Türkiye'yi parasından 6 sıfır atmaya götüren süreç; 1970'lerden sonra yaşanan yüksek ve kronik enflasyonist süreç, bazı ekonomik değerlerin milyarlar, trilyonlar, hatta katrilyonlarla ifade edilmesine yol açması ile başlamıştır.
İKİ YILDA BİR YENİ PARA
Vatandaş olarak 1981 yılından itibaren ortalama 2 yılda bir, daha büyük değerlerdeki yeni banknotlarla tanışmak zorunda kalınmıştı. 2001 krizinden sonraki dönemde uygulanan sıkı maliye ve istikrar politikaları sonucu enflasyon düşme eğilimine girerken, ekonomiye de güven sağlanmıştı. Böylece, 31 Ocak 2004'te, Türk Lirası’ndan 6 sıfır atılması ve 1 milyon liranın 1 Yeni Türk Lirası’na (YTL) eşitlenmesini öngören ilgili kanun çıkarıldı. 1 Ocak 2005'te de paradan 6 sıfır atılarak, Yeni Türk Lirası banknotlar tedavüle girdi. O zamanlar bu karar yani Türk Lirası’ndan "6 sıfır atılması devrim niteliğinde" görülmüştür.
O tarihte Sayın Ahmet Necdet Sezer cumhurbaşkanı, Cumhurbaşkanı Recep Tayyip Erdoğan başbakan, Sayın Süreyya Serdengeçti Merkez Bankası başkanı olarak görev yapıyorlardı. Türk Lirası’ndan 6 sıfır atılmasındaki temel amacın, ulusal para birimine yeniden güven ve itibar kazandırmak olduğunu belirtmişlerdir.
SIFIR ATMANIN YARARLARI
Dönemin Merkez Bankası Başkanı Sayın Süreyya Serdengeçti, 6 sıfırı atılmış YTL'nin yararlarını özetle şöyle sıralamıştı:
- Fazla sayıdaki sıfırların yarattığı sıkıntı ortadan kalkacak.
- Enflasyonun düşürülmesi konusundaki başarının ve enflasyonun kalıcı bir şekilde, tek haneli seviyelere düşürülmesi anlamında bir kararlılığın göstergesi olacak.
- Toplumun ulusal paraya olan güveni yenilenecek.
- Bankaların ve Merkez Bankası'nın işlem hacmi rahatlatılacak ve bankamızın üretim maliyeti azalacak.
- YTL'ye geçişte, 1 milyon Türk Lirası, 500 bin liralar, madeni paraya dönüştürülecek.

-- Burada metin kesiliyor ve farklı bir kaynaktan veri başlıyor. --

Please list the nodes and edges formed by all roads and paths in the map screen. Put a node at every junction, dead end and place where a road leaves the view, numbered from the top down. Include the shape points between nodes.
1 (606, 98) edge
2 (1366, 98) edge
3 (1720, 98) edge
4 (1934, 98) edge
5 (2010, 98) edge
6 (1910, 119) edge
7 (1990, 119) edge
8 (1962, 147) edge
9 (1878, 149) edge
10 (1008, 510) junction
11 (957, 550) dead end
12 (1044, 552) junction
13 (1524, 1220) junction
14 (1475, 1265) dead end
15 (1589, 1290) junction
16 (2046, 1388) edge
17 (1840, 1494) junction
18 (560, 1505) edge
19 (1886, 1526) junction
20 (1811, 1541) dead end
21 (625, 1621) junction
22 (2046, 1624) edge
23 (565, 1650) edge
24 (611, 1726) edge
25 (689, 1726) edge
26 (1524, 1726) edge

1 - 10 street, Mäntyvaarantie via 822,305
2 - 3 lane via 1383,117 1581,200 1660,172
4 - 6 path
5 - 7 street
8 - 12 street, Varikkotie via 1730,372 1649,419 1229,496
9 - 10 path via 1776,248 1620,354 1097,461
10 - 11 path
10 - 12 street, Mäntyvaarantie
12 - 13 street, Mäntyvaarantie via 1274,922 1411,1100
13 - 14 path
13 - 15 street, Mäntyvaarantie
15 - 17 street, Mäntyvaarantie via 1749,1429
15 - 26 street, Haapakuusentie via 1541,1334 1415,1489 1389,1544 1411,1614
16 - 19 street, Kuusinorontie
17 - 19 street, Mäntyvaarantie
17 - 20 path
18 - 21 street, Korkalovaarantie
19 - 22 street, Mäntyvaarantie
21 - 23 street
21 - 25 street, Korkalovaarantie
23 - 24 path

Böylelikle randıman artacak ve pratik yararlar sağlanacak.
- Enflasyonun tek haneli rakamlara düşmesiyle, paranın da itibarı artacak.
2005 yılında yıllık TÜFE, 2004 yılındaki oranlardan daha düşük seviyede gerçekleşmiştir. Dolayısıyla operasyonun enflasyon üzerinde artırıcı bir etkisinin olmadığı, hatta enflasyondaki düşüş trendinin devam ettiği görülmüştür.
Hangi ülkeler paradan sıfır attı?
Dünya genelinde de paradan sıfır atılmasının birçok örneği bulunuyor. Yaklaşık 100 yılda 50'den fazla ülke paradan sıfır attı. Parasından fazla sıfırları atan ilk ülke 1923'te Almanya oldu. Bugün AB üyesi olan pek çok ülke de geçmişte benzer yöntemi izledi. Fransa, Finlandiya, Macaristan ve Yunanistan bunlardan birkaçı olarak öne çıktı.
Ülke örnekleri incelendiğinde ulusal paradan sıfır atılması uygulamasının, genellikle bir istikrar programı ile birlikle gündeme geldiği görülmektedir. Farklı enflasyon oranında sıfır atılmasına rağmen, bu farklı ülkelerde uygulanmakta olan istikrar programına bağlı olarak enflasyonda da kalıcı düşüş sağlanabilmişti.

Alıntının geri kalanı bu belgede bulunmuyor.